**PROBLEM DETAILS:** Gather all lines in the data that hold the string "paths".
*** THE DATA ***
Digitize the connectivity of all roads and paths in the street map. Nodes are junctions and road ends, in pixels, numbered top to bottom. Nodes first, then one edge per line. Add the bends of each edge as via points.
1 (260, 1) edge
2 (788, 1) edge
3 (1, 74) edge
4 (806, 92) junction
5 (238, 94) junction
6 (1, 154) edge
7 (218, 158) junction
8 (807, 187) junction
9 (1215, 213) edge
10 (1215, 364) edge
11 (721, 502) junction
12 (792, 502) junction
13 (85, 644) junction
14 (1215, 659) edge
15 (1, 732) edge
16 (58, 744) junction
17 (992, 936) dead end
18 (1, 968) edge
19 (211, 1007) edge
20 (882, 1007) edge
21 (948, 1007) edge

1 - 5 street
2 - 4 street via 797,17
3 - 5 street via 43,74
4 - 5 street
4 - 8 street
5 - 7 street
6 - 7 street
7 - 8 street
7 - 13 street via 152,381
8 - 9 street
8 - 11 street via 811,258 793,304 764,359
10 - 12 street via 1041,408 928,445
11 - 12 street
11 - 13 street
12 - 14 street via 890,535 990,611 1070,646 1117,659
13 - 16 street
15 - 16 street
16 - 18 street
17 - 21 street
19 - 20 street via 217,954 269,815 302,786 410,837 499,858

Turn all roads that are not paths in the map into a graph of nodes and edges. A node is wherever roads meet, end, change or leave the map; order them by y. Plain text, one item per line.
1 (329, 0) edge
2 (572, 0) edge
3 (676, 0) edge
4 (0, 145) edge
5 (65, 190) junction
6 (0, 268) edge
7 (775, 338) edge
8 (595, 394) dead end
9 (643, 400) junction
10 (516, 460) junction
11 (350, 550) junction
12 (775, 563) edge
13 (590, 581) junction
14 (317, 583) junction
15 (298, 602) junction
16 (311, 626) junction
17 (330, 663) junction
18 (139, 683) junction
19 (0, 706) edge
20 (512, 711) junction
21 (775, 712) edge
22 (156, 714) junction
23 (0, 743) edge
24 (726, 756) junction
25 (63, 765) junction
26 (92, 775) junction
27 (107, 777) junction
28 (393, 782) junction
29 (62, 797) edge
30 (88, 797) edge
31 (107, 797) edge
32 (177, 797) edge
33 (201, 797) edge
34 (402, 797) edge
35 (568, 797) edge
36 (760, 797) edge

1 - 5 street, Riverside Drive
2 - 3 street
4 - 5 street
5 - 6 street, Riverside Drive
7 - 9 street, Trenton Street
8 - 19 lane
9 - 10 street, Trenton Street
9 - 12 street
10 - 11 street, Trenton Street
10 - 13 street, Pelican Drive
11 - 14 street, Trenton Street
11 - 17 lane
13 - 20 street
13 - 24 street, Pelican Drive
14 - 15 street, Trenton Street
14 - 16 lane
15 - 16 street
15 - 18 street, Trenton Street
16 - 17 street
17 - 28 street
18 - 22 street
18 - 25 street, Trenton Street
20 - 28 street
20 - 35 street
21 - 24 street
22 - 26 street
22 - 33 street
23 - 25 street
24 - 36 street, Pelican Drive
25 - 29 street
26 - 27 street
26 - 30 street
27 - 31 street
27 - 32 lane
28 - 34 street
*** End of THE DATA ***
**SOLUTION:**
Digitize the connectivity of all roads and paths in the street map. Nodes are junctions and road ends, in pixels, numbered top to bottom. Nodes first, then one edge per line. Add the bends of each edge as via points.
Turn all roads that are not paths in the map into a graph of nodes and edges. A node is wherever roads meet, end, change or leave the map; order them by y. Plain text, one item per line.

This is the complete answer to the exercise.